The regenerative capacity of peripheral nerves diminishes with age, which could be associated with chronically elevated systemic and tissue-specific inflammation (Buttner et al., 2018; Scheib and Hoke, 2013), often referred to as inflammaging (Navarrete-Reyes and Montana-Alvarez, 2009). This age-related decline is likely associated with an impaired transition from the M1 to the pro-regenerative M2 macrophage polarization state (Buttner et al., 2018; Liu et al., 2019; Zhao et al., 2023). After sciatic nerve crush injury, inflammaging is reflected by a delayed endoneurial macrophage response, followed by a prolonged macrophage-induced hyperinflammation and thus less efficient nerve recovery (Buttner et al., 2018). Therefore, discovering immunomodulatory strategies to mitigate tissue damage and promote axonal regeneration is highly desirable.

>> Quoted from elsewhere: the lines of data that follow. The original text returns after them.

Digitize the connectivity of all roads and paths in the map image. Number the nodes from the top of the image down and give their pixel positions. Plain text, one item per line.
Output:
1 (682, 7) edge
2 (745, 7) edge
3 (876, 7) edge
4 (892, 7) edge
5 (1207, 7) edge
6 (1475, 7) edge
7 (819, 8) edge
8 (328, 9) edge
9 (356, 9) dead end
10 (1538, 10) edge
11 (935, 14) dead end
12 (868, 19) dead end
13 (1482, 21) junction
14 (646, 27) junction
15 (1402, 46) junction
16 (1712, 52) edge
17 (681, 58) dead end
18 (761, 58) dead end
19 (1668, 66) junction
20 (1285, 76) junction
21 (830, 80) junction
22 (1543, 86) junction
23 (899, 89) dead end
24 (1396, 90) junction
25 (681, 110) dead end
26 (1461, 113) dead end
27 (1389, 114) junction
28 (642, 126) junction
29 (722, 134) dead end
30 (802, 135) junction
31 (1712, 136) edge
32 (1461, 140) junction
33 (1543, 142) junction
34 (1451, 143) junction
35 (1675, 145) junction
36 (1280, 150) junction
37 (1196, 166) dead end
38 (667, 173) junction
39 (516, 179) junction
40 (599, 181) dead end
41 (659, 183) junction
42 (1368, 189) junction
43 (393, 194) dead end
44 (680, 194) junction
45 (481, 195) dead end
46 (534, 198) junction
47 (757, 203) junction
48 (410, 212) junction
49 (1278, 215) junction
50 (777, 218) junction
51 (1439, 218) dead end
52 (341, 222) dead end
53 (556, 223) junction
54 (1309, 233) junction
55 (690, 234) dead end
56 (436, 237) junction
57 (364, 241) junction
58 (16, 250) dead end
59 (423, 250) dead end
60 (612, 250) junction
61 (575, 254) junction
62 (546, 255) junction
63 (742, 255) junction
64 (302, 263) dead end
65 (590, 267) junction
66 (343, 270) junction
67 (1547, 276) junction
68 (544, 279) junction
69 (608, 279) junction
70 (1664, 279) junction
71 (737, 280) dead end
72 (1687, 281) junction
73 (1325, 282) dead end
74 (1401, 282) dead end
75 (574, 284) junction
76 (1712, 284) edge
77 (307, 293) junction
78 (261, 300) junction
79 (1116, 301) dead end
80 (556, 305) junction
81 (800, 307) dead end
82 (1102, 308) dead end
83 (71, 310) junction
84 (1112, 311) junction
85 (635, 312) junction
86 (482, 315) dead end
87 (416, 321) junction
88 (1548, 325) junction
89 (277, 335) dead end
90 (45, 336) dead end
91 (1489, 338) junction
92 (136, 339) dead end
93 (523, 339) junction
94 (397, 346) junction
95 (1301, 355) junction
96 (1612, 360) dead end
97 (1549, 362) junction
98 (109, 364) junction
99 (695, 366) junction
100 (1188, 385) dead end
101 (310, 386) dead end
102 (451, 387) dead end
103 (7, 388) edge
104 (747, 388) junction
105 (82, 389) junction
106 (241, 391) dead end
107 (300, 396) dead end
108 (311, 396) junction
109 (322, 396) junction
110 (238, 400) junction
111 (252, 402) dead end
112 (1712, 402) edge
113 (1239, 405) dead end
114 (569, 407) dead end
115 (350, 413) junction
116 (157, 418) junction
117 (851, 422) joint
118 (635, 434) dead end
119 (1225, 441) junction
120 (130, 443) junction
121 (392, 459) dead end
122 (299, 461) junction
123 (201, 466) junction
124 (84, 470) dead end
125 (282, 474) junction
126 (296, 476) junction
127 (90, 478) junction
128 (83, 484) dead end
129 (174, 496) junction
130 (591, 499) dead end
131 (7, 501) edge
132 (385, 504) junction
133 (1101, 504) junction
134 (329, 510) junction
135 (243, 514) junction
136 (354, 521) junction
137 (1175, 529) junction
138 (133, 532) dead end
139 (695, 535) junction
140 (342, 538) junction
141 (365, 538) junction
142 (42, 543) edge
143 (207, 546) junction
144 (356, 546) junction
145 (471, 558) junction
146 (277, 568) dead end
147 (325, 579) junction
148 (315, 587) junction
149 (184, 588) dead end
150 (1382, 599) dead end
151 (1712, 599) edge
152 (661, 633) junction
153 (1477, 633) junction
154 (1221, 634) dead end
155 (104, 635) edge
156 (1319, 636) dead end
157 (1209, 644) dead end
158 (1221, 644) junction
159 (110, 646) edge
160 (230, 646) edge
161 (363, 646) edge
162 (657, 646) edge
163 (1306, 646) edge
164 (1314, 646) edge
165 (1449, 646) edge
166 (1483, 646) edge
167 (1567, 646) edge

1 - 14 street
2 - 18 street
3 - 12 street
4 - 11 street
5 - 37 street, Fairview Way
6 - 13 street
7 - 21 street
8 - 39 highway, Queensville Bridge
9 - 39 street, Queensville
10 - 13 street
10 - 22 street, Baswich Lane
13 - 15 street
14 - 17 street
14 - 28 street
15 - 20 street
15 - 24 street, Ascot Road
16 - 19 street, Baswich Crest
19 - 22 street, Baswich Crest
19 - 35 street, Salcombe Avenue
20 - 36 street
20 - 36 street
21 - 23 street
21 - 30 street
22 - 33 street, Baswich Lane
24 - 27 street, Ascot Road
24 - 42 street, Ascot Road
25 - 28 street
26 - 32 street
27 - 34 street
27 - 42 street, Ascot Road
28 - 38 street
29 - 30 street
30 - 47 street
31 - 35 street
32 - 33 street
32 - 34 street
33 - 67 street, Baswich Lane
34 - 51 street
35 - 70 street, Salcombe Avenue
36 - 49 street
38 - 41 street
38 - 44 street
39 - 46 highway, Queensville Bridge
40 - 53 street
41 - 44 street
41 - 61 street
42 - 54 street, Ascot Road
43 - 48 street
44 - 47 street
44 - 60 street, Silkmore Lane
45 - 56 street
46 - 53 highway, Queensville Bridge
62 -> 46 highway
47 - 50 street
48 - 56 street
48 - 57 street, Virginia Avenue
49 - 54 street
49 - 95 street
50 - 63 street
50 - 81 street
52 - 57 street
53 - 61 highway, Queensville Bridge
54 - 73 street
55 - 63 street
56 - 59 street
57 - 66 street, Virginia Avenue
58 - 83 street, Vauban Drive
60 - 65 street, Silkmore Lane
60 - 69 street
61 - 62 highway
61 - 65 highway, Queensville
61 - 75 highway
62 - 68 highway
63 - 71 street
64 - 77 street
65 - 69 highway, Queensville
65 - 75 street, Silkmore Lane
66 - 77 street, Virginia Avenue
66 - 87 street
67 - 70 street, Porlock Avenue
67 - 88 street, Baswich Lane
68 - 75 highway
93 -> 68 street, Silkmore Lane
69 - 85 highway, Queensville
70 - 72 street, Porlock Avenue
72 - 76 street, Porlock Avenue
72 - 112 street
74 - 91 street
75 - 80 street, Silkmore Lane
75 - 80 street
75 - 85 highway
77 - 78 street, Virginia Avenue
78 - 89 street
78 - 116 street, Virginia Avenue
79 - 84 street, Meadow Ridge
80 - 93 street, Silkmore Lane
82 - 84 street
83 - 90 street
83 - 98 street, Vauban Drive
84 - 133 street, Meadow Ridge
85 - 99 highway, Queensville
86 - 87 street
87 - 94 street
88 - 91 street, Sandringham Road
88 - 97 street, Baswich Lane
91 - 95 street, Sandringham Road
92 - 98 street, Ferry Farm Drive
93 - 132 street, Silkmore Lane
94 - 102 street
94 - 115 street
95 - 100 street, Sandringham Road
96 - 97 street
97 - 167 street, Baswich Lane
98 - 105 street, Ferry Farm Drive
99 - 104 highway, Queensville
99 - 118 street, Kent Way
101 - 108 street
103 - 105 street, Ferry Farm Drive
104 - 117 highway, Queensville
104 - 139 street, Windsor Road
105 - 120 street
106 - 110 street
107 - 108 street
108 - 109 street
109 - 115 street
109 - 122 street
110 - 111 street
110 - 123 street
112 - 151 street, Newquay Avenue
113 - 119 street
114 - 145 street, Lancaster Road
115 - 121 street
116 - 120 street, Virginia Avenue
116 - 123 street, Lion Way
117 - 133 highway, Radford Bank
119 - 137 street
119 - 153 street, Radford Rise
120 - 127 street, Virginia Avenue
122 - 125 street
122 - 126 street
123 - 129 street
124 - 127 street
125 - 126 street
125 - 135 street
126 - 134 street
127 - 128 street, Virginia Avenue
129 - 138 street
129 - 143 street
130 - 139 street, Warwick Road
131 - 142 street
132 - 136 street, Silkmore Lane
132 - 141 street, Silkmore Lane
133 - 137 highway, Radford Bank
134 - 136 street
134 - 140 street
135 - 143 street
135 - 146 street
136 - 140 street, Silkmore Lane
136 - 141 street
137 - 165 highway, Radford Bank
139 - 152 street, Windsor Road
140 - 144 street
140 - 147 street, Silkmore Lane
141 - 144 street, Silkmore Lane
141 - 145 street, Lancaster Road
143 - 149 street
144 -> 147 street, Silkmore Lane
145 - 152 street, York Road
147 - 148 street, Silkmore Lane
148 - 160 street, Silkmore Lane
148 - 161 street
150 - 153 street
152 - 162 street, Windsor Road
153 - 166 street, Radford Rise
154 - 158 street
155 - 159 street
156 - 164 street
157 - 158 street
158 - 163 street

Inflammaging has been linked to imbalances in the gut microbiota, also known as gut dysbiosis (imbalance in beneficial versus detrimental bacteria), and reduced production of short-chain fatty acids (SCFAs) (Lee et al., 2020b). The gut microbiome functions as a balanced homeostatic ecosystem that plays a significant role in sustaining a gut-immune equilibrium. SCFAs, produced primarily by beneficial gut bacteria, are important signaling molecules and stabilize the gut epithelial barrier by moderating inflammation (Thorburn et al., 2014). Under certain circumstances, the gut microbiome balance is disrupted, leading to persistent inflammation and immunity alterations with links to various autoimmune disorders (Lee et al., 2020b; Zhang et al., 2020). Thus, understanding the impact of commensal gut microbiota on PNI and axonal recovery represents an essential novel research area.

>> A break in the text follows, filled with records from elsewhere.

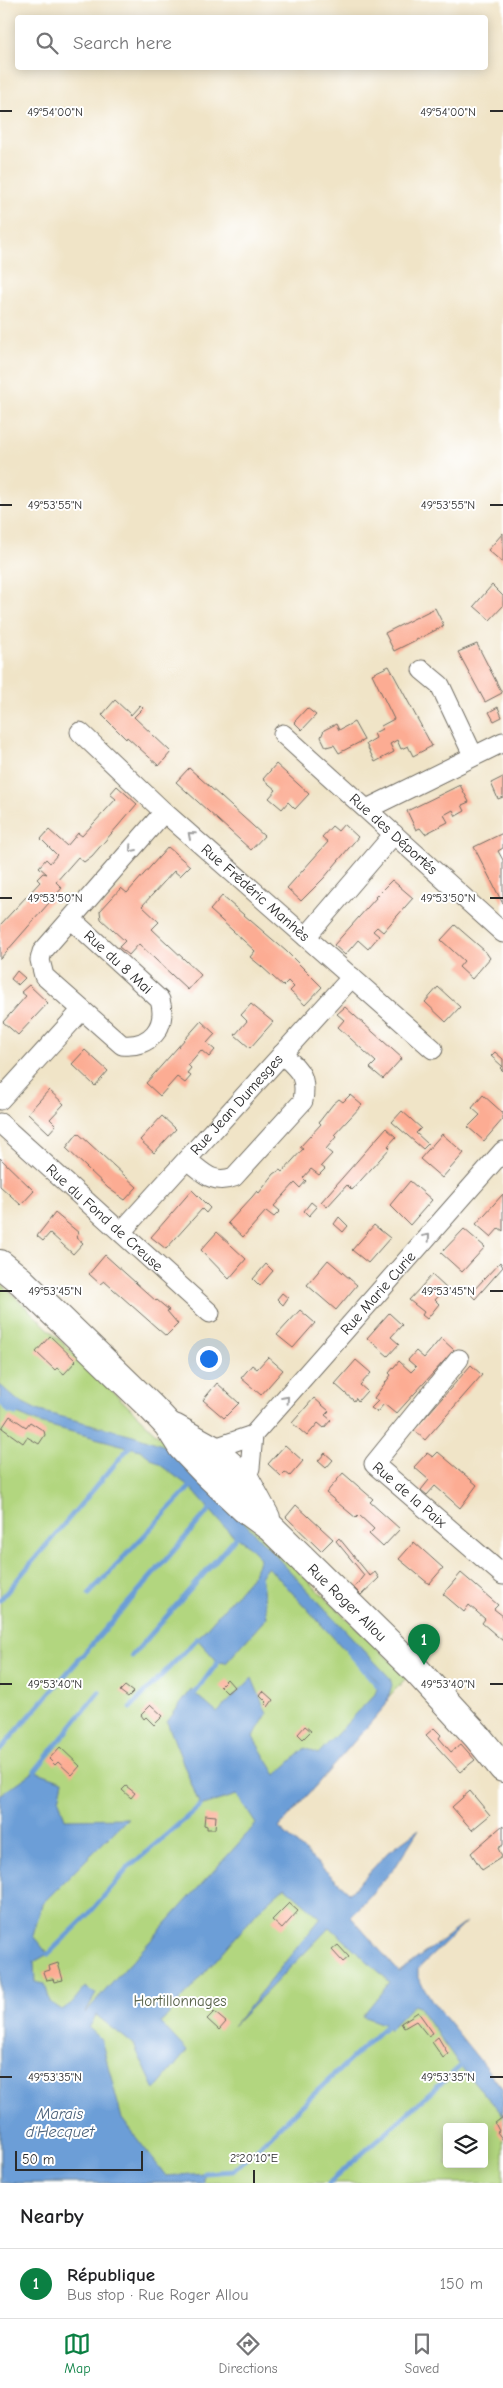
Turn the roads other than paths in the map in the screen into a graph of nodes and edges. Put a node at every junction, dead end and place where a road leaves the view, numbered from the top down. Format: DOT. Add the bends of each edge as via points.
graph roads {
  1 [pos="422,670"];
  2 [pos="80,732"];
  3 [pos="283,734"];
  4 [pos="503,742"];
  5 [pos="474,755"];
  6 [pos="367,809"];
  7 [pos="164,812"];
  8 [pos="394,834"];
  9 [pos="71,919"];
  10 [pos="503,933"];
  11 [pos="306,937"];
  12 [pos="352,977"];
  13 [pos="82,1010"];
  14 [pos="433,1048"];
  15 [pos="282,1054"];
  16 [pos="0,1100"];
  17 [pos="0,1123"];
  18 [pos="503,1151"];
  19 [pos="187,1160"];
  20 [pos="121,1232"];
  21 [pos="0,1264"];
  22 [pos="210,1313"];
  23 [pos="459,1359"];
  24 [pos="253,1435"];
  25 [pos="221,1471"];
  26 [pos="503,1575"];
  27 [pos="502,1763"];
  1 -- 5 [label="street" via="440,684"];
  2 -- 7 [label="street, Rue Frédéric Manhès"];
  3 -- 6 [label="street, Rue des Déportés"];
  4 -- 5 [label="street"];
  5 -- 6 [label="street"];
  6 -- 8 [label="street, Rue des Déportés"];
  7 -- 9 [label="street, Rue du 8 Mai, one-way"];
  11 -- 7 [label="street, Rue Frédéric Manhès, one-way"];
  8 -- 10 [label="street, Rue des Déportés"];
  8 -- 11 [label="street"];
  9 -- 13 [label="street, Rue du 8 Mai" via="42,952 40,968 44,976"];
  9 -- 13 [label="street, Rue du 8 Mai" via="160,1000 163,1010 158,1030 143,1043 132,1046 122,1045"];
  11 -- 12 [label="street, Rue Frédéric Manhès"];
  12 -- 14 [label="street, Rue Frédéric Manhès"];
  12 -- 15 [label="street, Rue Jean Dumesges"];
  13 -- 16 [label="street"];
  15 -- 19 [label="street, Rue Jean Dumesges"];
  15 -- 19 [label="street" via="301,1071 306,1086 303,1101 234,1177 223,1181 211,1178"];
  17 -- 20 [label="street, Rue du Fond de Creuse"];
  24 -- 18 [label="street, Rue Marie Curie, one-way"];
  19 -- 20 [label="street, Rue Jean Dumesges"];
  20 -- 22 [label="street, Rue du Fond de Creuse"];
  21 -- 25 [label="street, Rue Roger Allou" via="168,1425 182,1447"];
  23 -- 26 [label="street, Rue de la Paix" via="374,1464"];
  24 -- 25 [label="street"];
  24 -- 25 [label="street" via="250,1468"];
  25 -- 27 [label="street, Rue Roger Allou" via="245,1509 271,1528 417,1671"];
}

It is well documented that gut dysbiosis occurs with aging in both human and animal models (Biagi et al., 2010; Claesson et al., 2011; Lee et al., 2020a). Our previous studies have demonstrated that aged mice exhibit gut dysbiosis compared to younger counterparts, and that these dysbiotic changes contribute to heightened inflammation associated with aging (Lee et al., 2020b). We propose that age-related changes in the gut microbiota among aged individuals lead to impaired gut mucosal barrier integrity and dysfunctional local and systemic immune responses, potentially mediated by a reduction in beneficial microbial metabolites. This cascade of events ultimately contributes to impaired peripheral nerve recovery following PNI in the elderly. In the current study, our investigation focused on assessing the impact of manipulating the gut microbiome through fecal microbiota transplant (FMT) on peripheral nerve repair in aged mice. To achieve this, we employed the sciatic nerve crush model, a well-established mouse model (Lehmann et al., 2007) for studying PNI and the subsequent nerve repair mechanisms. The sciatic nerve crush animal model clinically and pathologically resembles Sunderland Grade IV injuries where the epineurium remains intact and nerve fibers are transected (Sunderland, 1951). Additionally, we assessed the impact of rejuvenating FMT on endoneurial immune responses in aged recipient mice. A visual summary of the experimental design and key findings is presented in the graphical abstract. Understanding the interactions between the gut microbiome and nerve repair mechanisms opens up exciting avenues for future research and potential therapeutic interventions in the context of PNI.